#### [DATA SHOWN]
***

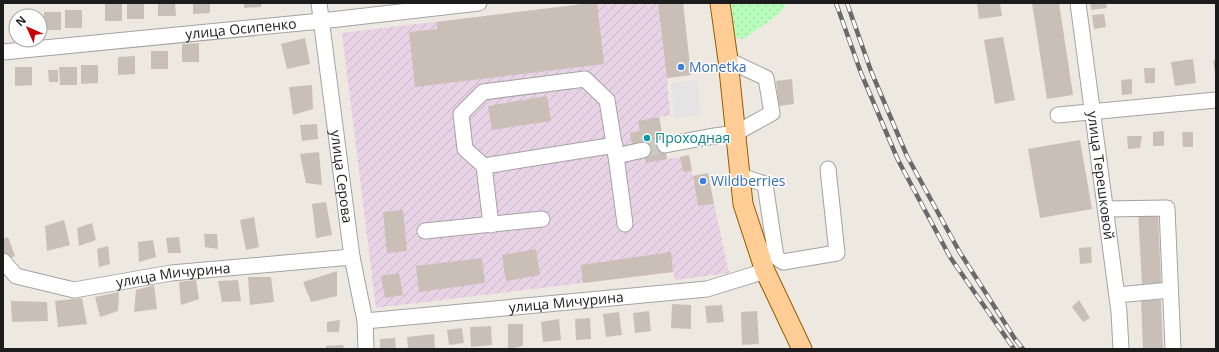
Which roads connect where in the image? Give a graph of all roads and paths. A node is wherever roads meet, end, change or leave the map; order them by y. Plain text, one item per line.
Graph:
1 (319, 3) edge
2 (479, 3) edge
3 (720, 3) edge
4 (1078, 3) edge
5 (321, 21) junction
6 (3, 52) edge
7 (728, 60) junction
8 (1216, 100) edge
9 (1092, 112) junction
10 (1058, 115) dead end
11 (736, 133) junction
12 (665, 145) tunnel mouth
13 (616, 150) junction
14 (643, 150) tunnel mouth
15 (484, 166) junction
16 (828, 169) dead end
17 (740, 176) junction
18 (1106, 209) junction
19 (542, 220) dead end
20 (491, 224) junction
21 (625, 224) dead end
22 (425, 232) dead end
23 (352, 257) junction
24 (3, 262) edge
25 (765, 271) junction
26 (1170, 290) junction
27 (1117, 295) junction
28 (365, 321) junction
29 (792, 330) junction
30 (366, 349) edge
31 (792, 349) edge
32 (802, 349) edge
33 (1121, 349) edge
34 (1172, 349) edge

1 - 5 street, улица Серова
2 - 5 street, улица Осипенко
3 - 7 main road
4 - 9 street, улица Терешковой
5 - 6 street, улица Осипенко
5 - 23 street, улица Серова
7 - 11 main road
7 - 11 street
8 - 9 street
9 - 10 street
9 - 18 street, улица Терешковой
11 - 12 street
11 - 17 main road
13 - 14 street
13 - 15 street
13 - 15 street
13 - 21 street
15 - 20 street
16 - 17 street
17 - 25 main road
18 - 26 street
18 - 27 street, улица Терешковой
19 - 20 street
20 - 22 street
23 - 24 street, улица Мичурина
23 - 28 street, улица Серова
25 - 28 street, улица Мичурина
25 - 29 main road
26 - 27 street
26 - 34 street
27 - 33 street, улица Терешковой
28 - 30 street, улица Серова
29 - 31 street
29 - 32 main road

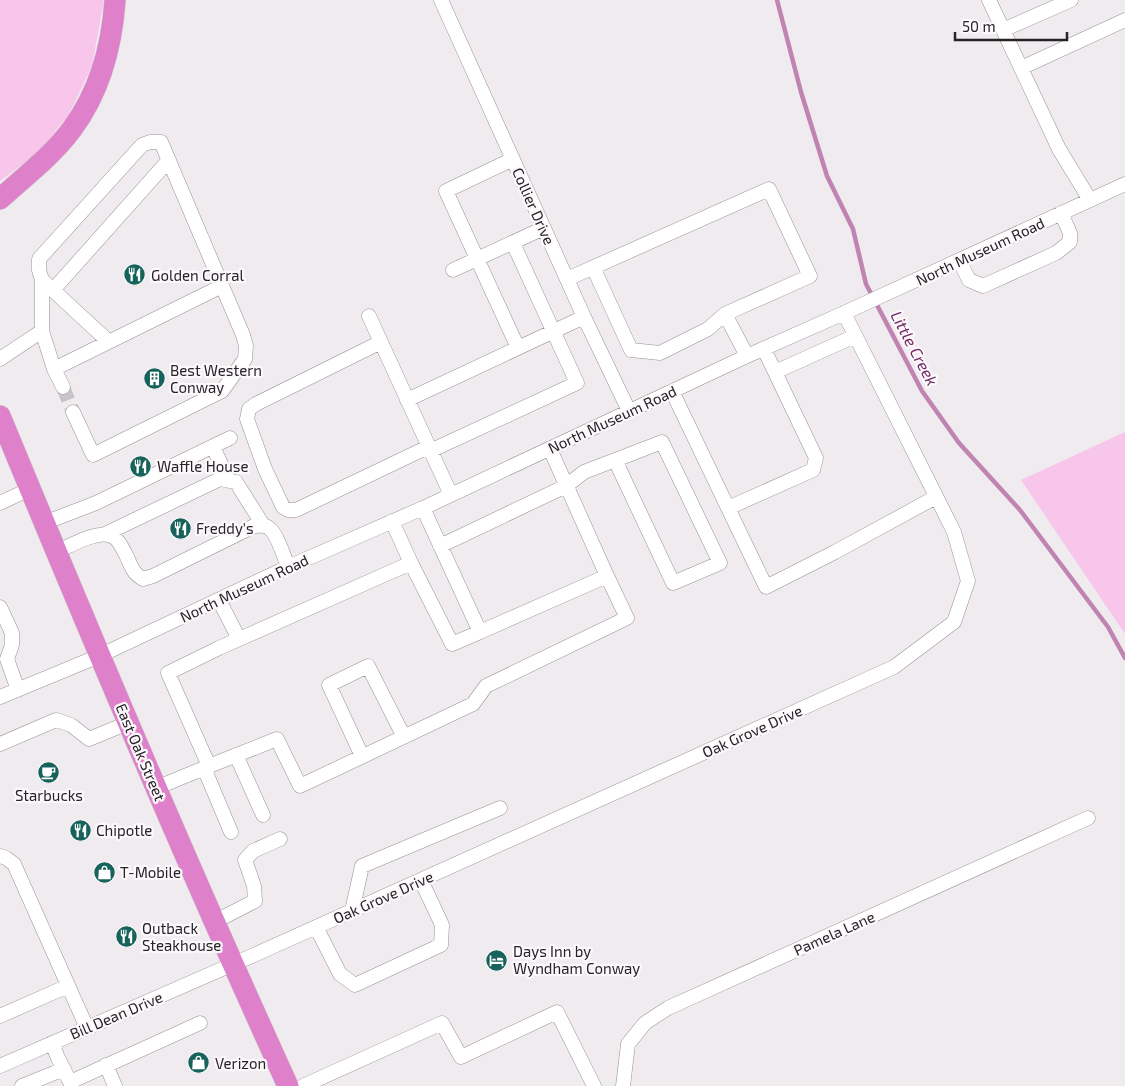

***

#### [EXERCISE REQUIREMENTS]
From the first line to the last, restate the entries exactly, without pictures.

#### [TASK OUTPUT]
Which roads connect where in the image? Give a graph of all roads and paths. A node is wherever roads meet, end, change or leave the map; order them by y. Plain text, one item per line.
Graph:
1 (319, 3) edge
2 (479, 3) edge
3 (720, 3) edge
4 (1078, 3) edge
5 (321, 21) junction
6 (3, 52) edge
7 (728, 60) junction
8 (1216, 100) edge
9 (1092, 112) junction
10 (1058, 115) dead end
11 (736, 133) junction
12 (665, 145) tunnel mouth
13 (616, 150) junction
14 (643, 150) tunnel mouth
15 (484, 166) junction
16 (828, 169) dead end
17 (740, 176) junction
18 (1106, 209) junction
19 (542, 220) dead end
20 (491, 224) junction
21 (625, 224) dead end
22 (425, 232) dead end
23 (352, 257) junction
24 (3, 262) edge
25 (765, 271) junction
26 (1170, 290) junction
27 (1117, 295) junction
28 (365, 321) junction
29 (792, 330) junction
30 (366, 349) edge
31 (792, 349) edge
32 (802, 349) edge
33 (1121, 349) edge
34 (1172, 349) edge

1 - 5 street, улица Серова
2 - 5 street, улица Осипенко
3 - 7 main road
4 - 9 street, улица Терешковой
5 - 6 street, улица Осипенко
5 - 23 street, улица Серова
7 - 11 main road
7 - 11 street
8 - 9 street
9 - 10 street
9 - 18 street, улица Терешковой
11 - 12 street
11 - 17 main road
13 - 14 street
13 - 15 street
13 - 15 street
13 - 21 street
15 - 20 street
16 - 17 street
17 - 25 main road
18 - 26 street
18 - 27 street, улица Терешковой
19 - 20 street
20 - 22 street
23 - 24 street, улица Мичурина
23 - 28 street, улица Серова
25 - 28 street, улица Мичурина
25 - 29 main road
26 - 27 street
26 - 34 street
27 - 33 street, улица Терешковой
28 - 30 street, улица Серова
29 - 31 street
29 - 32 main road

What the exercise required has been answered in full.